[Saved entries]
+===+

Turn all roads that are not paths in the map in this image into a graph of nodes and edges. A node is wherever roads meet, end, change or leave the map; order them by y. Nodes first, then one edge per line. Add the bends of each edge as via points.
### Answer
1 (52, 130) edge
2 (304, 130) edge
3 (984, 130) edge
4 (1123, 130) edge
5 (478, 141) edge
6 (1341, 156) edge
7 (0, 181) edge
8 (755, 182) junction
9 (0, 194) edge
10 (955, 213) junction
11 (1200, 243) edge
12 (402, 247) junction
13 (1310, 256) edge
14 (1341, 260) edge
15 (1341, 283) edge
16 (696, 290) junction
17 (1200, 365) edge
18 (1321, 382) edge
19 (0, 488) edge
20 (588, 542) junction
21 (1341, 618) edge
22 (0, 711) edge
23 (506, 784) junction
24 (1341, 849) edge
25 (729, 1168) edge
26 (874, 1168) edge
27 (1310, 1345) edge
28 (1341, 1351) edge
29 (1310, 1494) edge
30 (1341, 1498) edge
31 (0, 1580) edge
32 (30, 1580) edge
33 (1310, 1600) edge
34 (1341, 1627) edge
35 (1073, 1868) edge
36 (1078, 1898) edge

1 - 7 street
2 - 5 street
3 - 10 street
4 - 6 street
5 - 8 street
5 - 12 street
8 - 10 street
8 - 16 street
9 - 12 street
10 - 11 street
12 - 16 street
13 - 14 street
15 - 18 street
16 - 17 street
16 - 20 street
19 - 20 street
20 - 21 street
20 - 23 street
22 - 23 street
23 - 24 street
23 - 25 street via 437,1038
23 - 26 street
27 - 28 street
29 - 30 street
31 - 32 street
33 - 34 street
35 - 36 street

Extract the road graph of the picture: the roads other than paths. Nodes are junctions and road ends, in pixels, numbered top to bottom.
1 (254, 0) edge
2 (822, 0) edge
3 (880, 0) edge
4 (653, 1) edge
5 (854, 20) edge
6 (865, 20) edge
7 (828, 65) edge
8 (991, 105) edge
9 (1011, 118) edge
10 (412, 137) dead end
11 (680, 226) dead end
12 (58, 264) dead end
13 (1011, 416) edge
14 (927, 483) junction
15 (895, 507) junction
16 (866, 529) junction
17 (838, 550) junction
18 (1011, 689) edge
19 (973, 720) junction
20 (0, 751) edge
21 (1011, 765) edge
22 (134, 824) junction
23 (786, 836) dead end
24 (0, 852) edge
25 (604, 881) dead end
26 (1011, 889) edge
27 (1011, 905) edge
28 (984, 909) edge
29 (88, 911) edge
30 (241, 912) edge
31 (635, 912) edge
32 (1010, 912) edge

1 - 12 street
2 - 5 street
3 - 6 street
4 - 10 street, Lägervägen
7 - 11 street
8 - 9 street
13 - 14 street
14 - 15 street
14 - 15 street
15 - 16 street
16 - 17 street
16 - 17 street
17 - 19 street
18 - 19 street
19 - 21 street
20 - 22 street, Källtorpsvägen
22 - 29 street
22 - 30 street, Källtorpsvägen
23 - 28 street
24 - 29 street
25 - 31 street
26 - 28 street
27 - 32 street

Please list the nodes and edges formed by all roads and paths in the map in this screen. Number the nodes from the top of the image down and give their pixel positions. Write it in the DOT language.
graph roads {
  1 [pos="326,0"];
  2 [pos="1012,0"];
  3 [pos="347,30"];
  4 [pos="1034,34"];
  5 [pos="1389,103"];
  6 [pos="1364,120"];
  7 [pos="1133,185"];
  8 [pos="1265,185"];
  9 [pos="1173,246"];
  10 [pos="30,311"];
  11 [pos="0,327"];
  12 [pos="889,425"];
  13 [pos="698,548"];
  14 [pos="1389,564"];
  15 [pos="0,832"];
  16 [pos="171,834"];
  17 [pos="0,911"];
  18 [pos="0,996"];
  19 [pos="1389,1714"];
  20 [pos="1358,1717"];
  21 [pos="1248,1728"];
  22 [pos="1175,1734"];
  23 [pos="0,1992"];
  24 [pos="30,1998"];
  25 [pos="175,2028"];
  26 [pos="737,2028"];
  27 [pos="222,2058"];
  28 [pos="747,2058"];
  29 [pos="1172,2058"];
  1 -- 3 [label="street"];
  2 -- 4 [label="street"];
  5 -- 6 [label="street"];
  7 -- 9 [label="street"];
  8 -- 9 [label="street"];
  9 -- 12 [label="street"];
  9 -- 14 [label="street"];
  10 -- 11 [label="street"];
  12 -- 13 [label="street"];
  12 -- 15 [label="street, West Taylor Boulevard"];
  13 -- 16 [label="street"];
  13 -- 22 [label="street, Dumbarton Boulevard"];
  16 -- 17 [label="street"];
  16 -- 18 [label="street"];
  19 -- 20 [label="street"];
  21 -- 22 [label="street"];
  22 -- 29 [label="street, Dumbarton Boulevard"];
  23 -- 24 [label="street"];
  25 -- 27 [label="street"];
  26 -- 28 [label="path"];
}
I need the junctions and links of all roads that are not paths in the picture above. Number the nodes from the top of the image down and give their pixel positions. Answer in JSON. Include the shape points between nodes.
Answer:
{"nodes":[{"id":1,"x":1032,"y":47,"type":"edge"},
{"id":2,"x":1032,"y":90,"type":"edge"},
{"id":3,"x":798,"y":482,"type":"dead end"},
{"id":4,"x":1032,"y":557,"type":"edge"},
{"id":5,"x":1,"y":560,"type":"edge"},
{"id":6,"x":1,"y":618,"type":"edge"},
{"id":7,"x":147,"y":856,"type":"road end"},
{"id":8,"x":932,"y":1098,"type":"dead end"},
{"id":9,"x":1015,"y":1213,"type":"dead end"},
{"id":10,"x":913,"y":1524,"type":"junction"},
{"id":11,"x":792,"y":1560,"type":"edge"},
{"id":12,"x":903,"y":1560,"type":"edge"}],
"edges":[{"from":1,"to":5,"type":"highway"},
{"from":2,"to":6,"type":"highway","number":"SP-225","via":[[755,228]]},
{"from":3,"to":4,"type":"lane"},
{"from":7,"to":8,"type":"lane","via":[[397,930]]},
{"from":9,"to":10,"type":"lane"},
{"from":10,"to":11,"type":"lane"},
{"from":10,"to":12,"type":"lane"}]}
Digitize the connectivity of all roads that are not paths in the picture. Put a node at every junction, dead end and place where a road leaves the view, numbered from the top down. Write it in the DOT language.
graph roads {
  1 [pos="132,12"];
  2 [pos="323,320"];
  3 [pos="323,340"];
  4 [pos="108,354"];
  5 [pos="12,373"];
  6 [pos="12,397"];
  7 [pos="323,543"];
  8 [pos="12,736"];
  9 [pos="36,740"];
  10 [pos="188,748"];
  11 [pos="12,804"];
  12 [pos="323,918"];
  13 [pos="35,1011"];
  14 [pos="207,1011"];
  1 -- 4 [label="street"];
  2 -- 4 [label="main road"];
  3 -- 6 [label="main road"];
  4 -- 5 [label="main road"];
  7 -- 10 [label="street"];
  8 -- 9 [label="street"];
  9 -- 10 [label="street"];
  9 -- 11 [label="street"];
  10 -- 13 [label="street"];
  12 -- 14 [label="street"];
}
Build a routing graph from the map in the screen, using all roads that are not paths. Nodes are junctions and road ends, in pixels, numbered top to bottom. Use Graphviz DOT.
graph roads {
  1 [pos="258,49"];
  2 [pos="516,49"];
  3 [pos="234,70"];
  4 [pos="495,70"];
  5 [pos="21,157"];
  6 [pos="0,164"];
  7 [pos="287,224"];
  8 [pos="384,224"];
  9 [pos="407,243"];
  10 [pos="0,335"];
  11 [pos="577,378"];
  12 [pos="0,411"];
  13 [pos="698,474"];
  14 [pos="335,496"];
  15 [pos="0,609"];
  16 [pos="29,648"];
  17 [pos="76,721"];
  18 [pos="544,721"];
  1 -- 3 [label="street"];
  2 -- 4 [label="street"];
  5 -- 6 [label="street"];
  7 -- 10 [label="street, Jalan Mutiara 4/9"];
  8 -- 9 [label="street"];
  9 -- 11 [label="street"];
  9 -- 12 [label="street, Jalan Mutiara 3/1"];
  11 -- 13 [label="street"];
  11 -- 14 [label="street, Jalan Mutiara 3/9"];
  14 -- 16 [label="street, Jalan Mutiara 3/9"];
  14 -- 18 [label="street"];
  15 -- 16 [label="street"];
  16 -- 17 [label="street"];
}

+===+

YOUR OBJECTIVE: Filter the records for lines holding the string "points". Copy each one.

ANSWER SECTION:
Turn all roads that are not paths in the map in this image into a graph of nodes and edges. A node is wherever roads meet, end, change or leave the map; order them by y. Nodes first, then one edge per line. Add the bends of each edge as via points.
I need the junctions and links of all roads that are not paths in the picture above. Number the nodes from the top of the image down and give their pixel positions. Answer in JSON. Include the shape points between nodes.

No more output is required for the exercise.